> [Your goal] Report every line in the records below that holds the word "Glenwood".

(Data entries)
::::::::::
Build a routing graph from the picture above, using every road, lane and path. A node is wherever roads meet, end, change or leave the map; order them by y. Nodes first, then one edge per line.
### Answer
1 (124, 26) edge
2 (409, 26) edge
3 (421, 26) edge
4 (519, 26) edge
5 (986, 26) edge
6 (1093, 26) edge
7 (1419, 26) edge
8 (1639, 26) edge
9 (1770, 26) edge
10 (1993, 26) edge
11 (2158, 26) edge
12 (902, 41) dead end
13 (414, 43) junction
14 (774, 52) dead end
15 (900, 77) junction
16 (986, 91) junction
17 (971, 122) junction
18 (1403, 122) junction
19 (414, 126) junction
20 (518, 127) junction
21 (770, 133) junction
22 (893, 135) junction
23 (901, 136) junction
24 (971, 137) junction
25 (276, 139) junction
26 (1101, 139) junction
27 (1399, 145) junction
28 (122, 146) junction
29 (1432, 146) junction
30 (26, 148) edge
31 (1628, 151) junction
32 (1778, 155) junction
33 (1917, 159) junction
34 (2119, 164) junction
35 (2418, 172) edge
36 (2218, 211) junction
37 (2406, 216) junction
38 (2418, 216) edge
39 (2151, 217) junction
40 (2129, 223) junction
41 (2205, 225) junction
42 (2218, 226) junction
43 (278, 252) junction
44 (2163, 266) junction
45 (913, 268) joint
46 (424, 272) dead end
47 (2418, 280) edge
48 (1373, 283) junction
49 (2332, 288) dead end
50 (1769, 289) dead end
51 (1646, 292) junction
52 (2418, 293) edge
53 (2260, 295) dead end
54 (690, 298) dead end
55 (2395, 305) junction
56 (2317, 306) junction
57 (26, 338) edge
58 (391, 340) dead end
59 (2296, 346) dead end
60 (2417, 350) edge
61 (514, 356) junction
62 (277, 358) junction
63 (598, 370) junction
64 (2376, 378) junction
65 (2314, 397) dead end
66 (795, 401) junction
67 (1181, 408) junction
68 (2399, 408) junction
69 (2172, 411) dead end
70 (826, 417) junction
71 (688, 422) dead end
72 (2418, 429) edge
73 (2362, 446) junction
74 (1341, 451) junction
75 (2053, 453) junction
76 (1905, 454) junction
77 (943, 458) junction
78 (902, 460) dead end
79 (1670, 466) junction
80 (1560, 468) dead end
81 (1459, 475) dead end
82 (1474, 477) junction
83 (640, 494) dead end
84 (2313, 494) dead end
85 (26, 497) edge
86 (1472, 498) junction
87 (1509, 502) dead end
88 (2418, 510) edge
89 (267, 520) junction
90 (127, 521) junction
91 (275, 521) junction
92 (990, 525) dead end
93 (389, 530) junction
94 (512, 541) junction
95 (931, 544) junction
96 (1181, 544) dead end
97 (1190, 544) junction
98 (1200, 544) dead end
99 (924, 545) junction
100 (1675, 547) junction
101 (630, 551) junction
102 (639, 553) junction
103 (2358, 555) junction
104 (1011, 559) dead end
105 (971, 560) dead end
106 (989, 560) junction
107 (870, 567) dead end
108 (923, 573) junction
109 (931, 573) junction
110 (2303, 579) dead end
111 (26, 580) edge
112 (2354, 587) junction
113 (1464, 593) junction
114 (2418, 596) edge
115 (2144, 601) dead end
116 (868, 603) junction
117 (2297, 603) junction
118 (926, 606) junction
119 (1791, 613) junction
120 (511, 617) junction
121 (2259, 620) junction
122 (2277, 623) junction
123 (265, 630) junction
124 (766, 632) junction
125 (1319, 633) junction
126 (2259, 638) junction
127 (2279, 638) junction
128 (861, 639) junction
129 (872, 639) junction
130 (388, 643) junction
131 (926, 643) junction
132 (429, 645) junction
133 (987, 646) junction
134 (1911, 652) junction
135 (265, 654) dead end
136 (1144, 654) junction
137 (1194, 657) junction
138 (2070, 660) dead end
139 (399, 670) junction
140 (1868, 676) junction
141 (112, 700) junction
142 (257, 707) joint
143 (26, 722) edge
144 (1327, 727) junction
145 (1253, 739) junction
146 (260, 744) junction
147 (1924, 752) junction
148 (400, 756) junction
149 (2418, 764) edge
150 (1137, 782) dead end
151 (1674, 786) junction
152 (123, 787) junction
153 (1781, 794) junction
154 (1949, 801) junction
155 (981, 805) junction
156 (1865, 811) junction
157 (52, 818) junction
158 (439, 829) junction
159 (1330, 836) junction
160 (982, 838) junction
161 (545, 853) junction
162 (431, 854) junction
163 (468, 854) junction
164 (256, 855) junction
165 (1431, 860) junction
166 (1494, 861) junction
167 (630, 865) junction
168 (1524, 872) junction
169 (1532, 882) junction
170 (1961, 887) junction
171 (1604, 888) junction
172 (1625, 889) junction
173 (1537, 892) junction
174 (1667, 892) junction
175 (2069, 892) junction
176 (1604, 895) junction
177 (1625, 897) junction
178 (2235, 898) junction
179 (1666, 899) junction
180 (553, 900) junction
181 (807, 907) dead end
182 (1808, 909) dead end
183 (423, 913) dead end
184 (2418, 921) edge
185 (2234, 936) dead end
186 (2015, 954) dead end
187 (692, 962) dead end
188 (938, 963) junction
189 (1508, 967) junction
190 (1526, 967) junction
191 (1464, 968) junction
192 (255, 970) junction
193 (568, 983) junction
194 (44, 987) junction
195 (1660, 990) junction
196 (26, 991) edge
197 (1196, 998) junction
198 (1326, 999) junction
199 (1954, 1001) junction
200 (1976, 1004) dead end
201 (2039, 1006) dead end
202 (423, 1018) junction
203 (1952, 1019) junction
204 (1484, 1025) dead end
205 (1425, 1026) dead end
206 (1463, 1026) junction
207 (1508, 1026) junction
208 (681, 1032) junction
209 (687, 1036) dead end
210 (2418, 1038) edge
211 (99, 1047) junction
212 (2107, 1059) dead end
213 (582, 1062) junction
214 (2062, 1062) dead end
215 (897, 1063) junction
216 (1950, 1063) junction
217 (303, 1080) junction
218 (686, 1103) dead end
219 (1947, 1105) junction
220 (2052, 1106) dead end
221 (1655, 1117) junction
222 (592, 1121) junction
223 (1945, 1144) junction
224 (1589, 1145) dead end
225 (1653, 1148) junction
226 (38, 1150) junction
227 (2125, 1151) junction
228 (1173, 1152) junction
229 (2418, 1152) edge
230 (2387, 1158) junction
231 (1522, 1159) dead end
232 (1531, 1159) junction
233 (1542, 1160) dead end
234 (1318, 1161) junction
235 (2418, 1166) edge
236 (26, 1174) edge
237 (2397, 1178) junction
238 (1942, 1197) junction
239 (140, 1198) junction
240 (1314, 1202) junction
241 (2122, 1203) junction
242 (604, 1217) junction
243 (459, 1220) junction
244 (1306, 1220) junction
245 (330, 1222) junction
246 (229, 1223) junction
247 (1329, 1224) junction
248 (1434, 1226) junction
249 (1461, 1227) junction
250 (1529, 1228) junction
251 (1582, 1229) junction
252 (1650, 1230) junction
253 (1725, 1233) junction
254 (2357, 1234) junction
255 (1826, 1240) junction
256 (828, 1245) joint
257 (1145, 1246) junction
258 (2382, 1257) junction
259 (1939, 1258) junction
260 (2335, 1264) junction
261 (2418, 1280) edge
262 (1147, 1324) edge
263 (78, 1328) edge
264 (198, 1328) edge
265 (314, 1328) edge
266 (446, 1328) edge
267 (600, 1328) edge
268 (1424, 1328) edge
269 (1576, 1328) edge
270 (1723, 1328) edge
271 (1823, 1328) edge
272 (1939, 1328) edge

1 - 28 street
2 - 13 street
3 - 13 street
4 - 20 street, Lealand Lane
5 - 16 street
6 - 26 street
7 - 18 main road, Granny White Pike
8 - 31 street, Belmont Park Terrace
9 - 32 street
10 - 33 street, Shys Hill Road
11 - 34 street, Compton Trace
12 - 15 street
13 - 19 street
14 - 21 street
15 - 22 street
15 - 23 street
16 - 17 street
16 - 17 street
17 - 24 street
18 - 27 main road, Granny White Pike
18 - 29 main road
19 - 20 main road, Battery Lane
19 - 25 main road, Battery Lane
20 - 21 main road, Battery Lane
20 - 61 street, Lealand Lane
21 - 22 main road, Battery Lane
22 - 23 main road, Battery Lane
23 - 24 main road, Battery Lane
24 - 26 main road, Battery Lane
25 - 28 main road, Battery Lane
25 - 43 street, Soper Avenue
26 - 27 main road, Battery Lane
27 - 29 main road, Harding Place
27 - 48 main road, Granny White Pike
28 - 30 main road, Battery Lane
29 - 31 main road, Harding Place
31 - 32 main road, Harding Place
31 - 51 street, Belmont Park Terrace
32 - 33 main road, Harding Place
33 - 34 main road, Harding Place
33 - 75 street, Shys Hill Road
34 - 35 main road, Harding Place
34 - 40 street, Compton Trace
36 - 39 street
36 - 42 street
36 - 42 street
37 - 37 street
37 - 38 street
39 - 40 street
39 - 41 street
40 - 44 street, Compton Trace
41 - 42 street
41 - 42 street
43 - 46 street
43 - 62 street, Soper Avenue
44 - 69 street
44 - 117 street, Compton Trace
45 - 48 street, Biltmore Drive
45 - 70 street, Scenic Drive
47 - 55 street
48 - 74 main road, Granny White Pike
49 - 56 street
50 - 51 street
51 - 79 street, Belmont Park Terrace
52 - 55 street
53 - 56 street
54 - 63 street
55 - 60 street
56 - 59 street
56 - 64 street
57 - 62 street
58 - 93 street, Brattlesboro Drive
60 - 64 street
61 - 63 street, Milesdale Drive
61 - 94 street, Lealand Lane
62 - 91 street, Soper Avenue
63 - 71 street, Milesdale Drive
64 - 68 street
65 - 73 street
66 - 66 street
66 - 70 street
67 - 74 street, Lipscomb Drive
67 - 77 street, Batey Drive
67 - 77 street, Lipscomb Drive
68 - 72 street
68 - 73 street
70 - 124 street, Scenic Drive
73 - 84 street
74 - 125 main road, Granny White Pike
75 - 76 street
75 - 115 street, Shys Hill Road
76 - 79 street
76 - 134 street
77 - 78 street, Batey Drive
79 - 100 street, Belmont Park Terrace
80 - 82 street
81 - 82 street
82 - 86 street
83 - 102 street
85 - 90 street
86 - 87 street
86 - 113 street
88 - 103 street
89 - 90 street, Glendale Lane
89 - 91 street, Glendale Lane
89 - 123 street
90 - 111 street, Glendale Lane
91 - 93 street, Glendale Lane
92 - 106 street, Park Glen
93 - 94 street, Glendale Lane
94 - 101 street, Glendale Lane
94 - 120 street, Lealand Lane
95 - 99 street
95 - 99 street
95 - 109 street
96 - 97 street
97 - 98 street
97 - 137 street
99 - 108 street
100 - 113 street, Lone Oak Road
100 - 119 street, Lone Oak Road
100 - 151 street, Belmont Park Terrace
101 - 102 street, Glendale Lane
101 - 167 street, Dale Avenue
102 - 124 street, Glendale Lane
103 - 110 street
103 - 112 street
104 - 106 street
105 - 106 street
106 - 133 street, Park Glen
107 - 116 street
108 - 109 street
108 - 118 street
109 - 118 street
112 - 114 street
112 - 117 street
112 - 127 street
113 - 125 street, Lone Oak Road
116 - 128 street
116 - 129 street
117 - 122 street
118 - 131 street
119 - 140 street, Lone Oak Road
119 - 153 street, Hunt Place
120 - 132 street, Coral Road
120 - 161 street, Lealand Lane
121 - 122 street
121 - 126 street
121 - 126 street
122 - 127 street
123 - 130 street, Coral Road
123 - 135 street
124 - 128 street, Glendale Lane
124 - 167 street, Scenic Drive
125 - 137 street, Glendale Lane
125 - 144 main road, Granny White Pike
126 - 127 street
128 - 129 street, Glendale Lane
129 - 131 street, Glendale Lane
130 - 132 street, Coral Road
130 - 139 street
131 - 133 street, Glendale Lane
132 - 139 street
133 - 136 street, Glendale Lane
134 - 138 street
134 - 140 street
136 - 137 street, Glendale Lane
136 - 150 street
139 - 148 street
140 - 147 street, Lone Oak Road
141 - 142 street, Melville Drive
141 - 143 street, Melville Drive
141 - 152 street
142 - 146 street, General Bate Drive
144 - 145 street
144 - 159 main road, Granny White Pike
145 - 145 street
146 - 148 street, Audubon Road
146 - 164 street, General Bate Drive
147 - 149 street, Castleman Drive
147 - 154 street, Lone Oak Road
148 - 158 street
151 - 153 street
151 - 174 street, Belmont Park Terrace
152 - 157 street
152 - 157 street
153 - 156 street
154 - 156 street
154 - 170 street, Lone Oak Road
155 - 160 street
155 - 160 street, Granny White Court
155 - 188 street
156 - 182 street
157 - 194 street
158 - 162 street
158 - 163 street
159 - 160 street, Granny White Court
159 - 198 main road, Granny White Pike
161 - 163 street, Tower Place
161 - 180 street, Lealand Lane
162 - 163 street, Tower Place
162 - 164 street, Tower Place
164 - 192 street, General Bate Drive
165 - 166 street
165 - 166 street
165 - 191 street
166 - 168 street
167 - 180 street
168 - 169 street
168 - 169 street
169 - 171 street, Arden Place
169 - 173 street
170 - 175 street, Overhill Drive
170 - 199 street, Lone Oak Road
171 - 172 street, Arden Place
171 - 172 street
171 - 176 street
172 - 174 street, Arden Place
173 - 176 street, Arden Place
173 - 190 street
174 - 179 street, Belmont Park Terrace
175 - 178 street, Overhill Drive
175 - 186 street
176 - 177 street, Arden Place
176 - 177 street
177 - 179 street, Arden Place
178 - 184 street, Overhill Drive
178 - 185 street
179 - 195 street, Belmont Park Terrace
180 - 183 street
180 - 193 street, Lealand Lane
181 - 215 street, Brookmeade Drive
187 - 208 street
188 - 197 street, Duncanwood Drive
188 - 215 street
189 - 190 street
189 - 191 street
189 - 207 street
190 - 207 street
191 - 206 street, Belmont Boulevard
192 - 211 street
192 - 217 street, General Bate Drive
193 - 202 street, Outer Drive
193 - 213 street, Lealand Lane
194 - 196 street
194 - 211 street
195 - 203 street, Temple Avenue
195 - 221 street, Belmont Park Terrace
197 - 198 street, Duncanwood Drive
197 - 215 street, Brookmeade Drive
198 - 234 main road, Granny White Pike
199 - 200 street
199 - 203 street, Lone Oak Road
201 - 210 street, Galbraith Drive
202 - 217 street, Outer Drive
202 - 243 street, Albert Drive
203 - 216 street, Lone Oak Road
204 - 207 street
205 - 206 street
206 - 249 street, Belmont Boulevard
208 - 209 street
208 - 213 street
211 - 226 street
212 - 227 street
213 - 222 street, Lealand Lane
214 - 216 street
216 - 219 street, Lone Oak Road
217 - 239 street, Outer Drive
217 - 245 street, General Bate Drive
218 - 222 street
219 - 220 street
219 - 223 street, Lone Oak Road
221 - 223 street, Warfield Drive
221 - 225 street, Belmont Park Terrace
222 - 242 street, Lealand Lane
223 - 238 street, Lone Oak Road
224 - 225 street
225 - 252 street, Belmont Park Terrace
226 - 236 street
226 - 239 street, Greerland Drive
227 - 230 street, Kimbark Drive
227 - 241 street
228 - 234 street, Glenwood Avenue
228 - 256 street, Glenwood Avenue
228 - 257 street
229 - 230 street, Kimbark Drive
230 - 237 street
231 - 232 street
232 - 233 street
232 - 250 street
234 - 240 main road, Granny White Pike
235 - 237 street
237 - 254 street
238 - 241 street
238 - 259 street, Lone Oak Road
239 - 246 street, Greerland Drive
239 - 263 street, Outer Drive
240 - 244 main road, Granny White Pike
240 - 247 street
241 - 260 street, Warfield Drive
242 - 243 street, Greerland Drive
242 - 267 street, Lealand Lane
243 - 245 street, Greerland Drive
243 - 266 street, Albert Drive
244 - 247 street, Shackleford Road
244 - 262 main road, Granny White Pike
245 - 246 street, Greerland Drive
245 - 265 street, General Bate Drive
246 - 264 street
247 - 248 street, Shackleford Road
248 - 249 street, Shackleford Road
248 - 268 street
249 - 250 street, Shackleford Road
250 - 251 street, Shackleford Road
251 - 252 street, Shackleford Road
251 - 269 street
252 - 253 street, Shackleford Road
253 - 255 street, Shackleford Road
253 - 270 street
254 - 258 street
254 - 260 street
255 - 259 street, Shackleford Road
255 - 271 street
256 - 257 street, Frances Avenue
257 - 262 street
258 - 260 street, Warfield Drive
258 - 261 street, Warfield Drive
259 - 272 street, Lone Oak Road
::::::::::
> [Solution to the problem]
228 - 234 street, Glenwood Avenue
228 - 256 street, Glenwood Avenue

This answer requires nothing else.